In parallel studies with stable arsenate, male and female wild-type or As3mt knockout mice received a single oral dose of 0.5 mg of arsenic as arsenate per kg body weight. These mice were maintained in metabolic cages with free access to tap water and powdered AIN-93G diet. At 2 and 24 hours after dosing, mice were euthanized by cardiac puncture under CO2 anesthesia and tissues collected for quantitation of arsenicals and immunoblotting. Urine and feces were collected from metabolic cages of the 24 hours after dosing group.
Livers were collected from male and female wild-type or As3mt knockout mice at 24 hours after a single oral dose of 0.5 mg of arsenic as arsenate per kg body. Liver homogenates (1:10 weight/volume) were prepared in a buffer containing 25 mM Hepes (pH 7.4), 1% Nonidet P-40, 100 mM NaCl, 2% glycerol, 5 mM sodium fluoride, 1 mM EDTA, 1 mM NaVO3, 1 mM PMSF, and 1:200 v/v PIC. Homogenates were centrifuged at 20,000 × g for 15 min at 4°C to prepare supernates. Protein contents of supernates were determined using the BCA assay (Sigma-Aldrich, St Louis, MO) with bovine serum albumin as the protein standard. Aliquots containing 100 μg of supernatant protein were mixed with loading sample buffer, boiled for 5 minutes, and then applied to a 10% SDS-PAGE mini gel for electrophoresis. Proteins were transferred from gel to PVDF membrane at 100 V for 1 hour. Membranes were blocked with 5% non-fat milk prepared in TBS-T buffer (TBS buffer, BioRad, Hercules, CA, containing 0.1% Tween 20) for 1 hour at room temperature and then were incubated with polyclonal rabbit anti-mouse As3mt antibody diluted 1:500 in 5% non-fat milk prepared in TBS-T. After overnight incubation at 4°C with the primary antibody, membranes were washed 3 times for 5 minutes in TBS-T and then incubated with secondary anti-rabbit antibody conjugated with HRP diluted 1:5,000 in 5% non-fat milk prepared in TBS-T for 1 hour at room temperature. After repeated washing in TBS-T, enhanced chemiluminescence procedures (Denville Scientific Inc, Metuchen, NJ) were used to detect protein complexes on membranes. A monoclonal antibody against β-actin (Santa Cruz Biotechnology, Santa Cruz, CA) was used to detect expression of this housekeeping protein which was used as a control for protein loading.

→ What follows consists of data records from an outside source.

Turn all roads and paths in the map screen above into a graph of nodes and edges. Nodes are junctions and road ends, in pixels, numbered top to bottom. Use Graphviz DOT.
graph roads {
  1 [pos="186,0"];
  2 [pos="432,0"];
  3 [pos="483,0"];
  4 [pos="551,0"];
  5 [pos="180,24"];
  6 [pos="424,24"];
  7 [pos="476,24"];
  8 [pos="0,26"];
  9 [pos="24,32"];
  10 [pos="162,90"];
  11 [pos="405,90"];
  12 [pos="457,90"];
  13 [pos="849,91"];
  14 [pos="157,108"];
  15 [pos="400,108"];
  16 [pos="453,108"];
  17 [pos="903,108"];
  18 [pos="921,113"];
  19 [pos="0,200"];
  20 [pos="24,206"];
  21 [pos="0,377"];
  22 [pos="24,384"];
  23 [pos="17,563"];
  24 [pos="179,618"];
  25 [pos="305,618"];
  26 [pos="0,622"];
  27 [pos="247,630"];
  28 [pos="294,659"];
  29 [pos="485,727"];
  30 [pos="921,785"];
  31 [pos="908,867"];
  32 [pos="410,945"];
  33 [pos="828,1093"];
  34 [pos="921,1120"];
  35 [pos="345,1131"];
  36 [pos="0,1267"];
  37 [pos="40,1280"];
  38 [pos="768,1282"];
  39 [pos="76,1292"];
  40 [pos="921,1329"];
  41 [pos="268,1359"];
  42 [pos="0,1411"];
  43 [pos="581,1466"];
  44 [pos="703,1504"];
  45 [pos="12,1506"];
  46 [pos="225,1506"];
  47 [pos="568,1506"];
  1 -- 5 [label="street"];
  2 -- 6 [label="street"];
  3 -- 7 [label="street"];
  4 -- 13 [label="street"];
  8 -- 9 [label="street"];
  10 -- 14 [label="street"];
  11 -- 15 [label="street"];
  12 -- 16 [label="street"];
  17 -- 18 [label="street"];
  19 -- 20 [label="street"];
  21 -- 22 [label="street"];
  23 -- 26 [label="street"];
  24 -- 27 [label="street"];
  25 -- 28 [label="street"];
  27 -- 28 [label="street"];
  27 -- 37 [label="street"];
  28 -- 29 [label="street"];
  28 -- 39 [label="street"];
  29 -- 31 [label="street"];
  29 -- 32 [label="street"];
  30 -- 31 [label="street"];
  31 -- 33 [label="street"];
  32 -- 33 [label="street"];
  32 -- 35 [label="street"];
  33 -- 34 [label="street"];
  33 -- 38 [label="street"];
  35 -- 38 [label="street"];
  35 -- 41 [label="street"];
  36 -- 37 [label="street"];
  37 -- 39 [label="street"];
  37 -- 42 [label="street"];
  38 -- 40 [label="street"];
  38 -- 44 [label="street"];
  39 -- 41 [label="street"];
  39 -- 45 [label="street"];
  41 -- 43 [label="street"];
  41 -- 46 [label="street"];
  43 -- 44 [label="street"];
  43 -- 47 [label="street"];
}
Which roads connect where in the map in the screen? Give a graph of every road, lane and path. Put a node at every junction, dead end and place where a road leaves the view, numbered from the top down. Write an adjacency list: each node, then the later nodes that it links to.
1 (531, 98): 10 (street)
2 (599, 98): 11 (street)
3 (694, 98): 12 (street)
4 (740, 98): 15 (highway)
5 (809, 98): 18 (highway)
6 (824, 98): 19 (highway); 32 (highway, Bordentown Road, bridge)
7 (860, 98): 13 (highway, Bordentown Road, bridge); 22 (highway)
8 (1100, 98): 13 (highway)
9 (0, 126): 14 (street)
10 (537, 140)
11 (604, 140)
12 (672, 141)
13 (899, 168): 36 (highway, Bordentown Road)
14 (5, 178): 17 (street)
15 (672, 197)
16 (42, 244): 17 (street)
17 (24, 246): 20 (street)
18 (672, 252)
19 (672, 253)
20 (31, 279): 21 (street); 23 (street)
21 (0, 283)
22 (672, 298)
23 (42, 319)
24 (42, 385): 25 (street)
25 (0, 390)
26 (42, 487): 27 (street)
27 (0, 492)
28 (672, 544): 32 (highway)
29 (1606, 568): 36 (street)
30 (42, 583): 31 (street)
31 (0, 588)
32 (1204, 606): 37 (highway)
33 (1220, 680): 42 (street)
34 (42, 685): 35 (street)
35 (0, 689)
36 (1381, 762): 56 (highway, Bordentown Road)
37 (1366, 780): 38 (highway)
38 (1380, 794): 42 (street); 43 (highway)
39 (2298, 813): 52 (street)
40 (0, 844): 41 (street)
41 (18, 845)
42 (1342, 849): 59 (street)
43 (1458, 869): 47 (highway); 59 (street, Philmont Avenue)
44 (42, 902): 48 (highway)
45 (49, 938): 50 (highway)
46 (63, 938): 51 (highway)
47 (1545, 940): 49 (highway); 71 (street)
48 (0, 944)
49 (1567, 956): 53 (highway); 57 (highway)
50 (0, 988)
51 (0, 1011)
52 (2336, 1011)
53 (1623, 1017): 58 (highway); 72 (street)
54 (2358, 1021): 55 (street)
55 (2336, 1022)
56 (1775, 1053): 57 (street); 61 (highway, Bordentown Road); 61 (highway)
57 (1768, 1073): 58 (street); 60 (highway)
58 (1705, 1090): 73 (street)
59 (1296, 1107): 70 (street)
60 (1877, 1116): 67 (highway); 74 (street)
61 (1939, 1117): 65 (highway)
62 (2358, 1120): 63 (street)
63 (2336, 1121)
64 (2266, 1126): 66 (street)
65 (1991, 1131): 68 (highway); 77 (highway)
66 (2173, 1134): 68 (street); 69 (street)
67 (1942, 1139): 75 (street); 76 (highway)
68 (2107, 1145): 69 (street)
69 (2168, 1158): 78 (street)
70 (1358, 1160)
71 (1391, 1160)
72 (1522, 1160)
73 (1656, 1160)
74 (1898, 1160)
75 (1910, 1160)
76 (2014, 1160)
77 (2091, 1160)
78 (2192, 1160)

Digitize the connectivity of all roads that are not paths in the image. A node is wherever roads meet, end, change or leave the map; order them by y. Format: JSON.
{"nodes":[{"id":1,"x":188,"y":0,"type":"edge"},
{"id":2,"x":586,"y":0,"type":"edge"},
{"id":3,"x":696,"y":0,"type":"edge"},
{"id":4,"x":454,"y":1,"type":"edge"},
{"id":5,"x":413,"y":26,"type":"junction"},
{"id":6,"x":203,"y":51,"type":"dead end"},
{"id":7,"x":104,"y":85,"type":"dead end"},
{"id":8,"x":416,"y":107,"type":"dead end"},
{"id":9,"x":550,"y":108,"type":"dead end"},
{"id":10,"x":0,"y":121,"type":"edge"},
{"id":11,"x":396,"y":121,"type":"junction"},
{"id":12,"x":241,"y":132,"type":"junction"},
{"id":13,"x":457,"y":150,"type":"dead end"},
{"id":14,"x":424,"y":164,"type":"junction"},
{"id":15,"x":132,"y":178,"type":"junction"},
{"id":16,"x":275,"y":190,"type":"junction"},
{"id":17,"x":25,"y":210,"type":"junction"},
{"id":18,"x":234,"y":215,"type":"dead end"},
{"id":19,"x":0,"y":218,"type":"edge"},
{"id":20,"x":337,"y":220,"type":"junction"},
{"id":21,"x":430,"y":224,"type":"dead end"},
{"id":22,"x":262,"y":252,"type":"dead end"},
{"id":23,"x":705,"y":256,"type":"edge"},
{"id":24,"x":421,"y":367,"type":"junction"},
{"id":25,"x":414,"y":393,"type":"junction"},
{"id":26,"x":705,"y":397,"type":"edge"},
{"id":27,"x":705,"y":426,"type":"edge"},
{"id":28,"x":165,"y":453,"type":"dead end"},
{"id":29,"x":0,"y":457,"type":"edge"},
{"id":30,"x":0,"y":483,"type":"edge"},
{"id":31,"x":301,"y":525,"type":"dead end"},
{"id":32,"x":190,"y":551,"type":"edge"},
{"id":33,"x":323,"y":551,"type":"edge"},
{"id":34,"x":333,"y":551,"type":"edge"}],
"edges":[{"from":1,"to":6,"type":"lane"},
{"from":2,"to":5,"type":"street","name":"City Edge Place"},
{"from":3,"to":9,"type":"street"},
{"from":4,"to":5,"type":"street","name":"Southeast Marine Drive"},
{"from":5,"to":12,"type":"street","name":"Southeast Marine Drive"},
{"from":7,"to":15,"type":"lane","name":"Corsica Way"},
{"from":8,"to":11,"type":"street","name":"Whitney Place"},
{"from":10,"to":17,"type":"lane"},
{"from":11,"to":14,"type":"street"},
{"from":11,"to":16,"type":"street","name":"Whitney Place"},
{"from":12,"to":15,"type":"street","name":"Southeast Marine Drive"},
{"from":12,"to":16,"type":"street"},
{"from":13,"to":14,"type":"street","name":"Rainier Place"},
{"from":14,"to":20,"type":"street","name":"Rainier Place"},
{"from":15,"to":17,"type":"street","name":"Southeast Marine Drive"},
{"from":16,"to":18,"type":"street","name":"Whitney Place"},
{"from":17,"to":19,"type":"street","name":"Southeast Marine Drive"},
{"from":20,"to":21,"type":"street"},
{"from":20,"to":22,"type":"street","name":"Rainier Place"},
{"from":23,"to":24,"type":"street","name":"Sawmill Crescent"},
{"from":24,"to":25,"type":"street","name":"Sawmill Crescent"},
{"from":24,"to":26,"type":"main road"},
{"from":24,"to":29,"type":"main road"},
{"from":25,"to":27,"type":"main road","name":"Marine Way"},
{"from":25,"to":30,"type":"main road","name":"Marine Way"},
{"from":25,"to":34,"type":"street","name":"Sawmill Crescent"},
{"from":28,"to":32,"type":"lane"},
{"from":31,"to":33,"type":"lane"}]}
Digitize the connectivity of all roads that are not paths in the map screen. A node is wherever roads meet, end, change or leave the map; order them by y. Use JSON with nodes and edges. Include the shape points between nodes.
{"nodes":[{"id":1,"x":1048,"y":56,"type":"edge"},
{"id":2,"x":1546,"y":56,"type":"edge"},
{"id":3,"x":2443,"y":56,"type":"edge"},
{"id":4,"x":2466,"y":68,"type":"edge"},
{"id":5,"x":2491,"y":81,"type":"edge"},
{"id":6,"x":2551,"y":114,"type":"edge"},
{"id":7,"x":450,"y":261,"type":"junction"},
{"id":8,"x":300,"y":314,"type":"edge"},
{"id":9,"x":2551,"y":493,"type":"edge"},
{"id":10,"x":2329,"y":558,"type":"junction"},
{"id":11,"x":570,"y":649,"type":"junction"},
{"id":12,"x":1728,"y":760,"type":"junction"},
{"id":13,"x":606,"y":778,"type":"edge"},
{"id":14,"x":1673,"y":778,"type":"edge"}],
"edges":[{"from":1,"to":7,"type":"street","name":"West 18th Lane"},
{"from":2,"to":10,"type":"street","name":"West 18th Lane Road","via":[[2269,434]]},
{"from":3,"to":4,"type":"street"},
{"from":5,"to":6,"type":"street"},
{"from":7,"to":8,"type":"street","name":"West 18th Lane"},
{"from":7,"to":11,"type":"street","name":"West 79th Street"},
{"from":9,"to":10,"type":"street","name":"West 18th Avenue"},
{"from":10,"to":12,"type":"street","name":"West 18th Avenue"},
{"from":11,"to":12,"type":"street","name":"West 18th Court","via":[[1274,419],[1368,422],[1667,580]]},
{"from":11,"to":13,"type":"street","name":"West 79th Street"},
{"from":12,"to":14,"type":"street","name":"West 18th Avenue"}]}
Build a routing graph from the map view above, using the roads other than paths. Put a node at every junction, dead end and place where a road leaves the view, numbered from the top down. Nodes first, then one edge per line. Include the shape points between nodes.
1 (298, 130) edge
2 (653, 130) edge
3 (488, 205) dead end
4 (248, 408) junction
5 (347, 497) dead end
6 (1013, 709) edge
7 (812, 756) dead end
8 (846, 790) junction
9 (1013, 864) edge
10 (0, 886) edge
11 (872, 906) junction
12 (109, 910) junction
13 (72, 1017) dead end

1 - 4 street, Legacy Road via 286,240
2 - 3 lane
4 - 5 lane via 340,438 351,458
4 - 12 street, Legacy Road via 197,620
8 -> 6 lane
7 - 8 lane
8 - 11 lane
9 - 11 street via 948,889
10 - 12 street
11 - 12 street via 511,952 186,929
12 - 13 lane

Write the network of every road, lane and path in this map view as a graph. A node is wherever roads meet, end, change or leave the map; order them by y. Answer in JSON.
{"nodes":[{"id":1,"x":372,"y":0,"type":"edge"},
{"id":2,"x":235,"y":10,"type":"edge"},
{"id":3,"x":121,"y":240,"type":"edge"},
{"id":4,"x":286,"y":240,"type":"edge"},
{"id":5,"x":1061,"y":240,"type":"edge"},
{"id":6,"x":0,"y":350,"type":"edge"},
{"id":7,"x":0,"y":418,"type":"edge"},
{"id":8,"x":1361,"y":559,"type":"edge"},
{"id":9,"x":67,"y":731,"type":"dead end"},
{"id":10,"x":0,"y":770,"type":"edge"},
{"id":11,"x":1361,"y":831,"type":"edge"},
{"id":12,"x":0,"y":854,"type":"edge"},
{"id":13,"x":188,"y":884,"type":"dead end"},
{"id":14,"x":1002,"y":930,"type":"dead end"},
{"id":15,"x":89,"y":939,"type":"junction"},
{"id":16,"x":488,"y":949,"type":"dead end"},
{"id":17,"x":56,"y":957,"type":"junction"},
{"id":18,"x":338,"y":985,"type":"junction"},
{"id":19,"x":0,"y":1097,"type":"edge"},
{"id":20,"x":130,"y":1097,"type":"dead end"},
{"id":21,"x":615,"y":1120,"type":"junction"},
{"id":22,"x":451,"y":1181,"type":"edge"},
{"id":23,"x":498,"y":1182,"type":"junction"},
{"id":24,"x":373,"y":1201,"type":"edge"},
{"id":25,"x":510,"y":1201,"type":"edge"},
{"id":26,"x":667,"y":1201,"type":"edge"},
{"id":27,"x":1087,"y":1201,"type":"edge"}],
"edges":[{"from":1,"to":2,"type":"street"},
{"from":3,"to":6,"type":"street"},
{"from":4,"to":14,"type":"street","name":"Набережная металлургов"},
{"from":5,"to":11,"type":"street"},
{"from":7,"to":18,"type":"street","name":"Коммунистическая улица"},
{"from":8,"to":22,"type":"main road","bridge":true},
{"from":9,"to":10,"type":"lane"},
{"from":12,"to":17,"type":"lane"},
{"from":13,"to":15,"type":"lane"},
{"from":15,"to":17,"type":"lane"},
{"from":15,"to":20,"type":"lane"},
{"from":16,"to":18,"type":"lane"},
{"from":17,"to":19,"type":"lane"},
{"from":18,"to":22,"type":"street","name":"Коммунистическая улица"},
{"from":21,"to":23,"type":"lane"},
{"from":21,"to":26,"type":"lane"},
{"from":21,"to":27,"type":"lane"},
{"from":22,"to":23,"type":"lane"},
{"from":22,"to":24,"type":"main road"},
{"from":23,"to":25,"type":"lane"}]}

Inductively coupled plasma-mass spectrometry (ICP-MS) was used to detect and quantify arsenicals separated by high pressure liquid chromatography (HPLC).
In one set of analyses, emphasis was placed on determination of concentrations of inorganic arsenic and its mono-, di-, and trimethylated metabolites in liver and urine. Here, liver samples were digested in 2N phosphoric acid (Ultrex grade, Mallinckrodt Baker, Inc. (Phillipsburg, NJ, USA) as previously described (11). Digestates and urine samples were diluted in chromatographic mobile phase (35 mM ammonium bicarbonate buffer, pH 8.2 in 5% methanol). Diluted samples were injected onto a polymer-based, strong anion-exchange column (150×4.1 mm; PRP-X100, Hamilton, Reno, NV) using an 1100 series HPLC system from Agilent Technologies, Inc. (Santa Clara, CA) including solvent tray, G1311A QuatPump, G1367A WPALS autosampler, G1314A variable wavelength detector, G1322A degasser and G1330B ALSTherm. Arsenic in eluate (flow rate = 0.8 ml per minute) was monitored with an Agilent HP 7500 ICP MS (Yokogawa Analytical Systems, Hachiouji, Japan) equipped with an octopole reaction system (ORS) with a He flow of 3.0 ml per minute to prevent molecular interference by 40Ar35Cl+ (signal at m/z 75). Online ICP-MS data were processed with software developed in-house.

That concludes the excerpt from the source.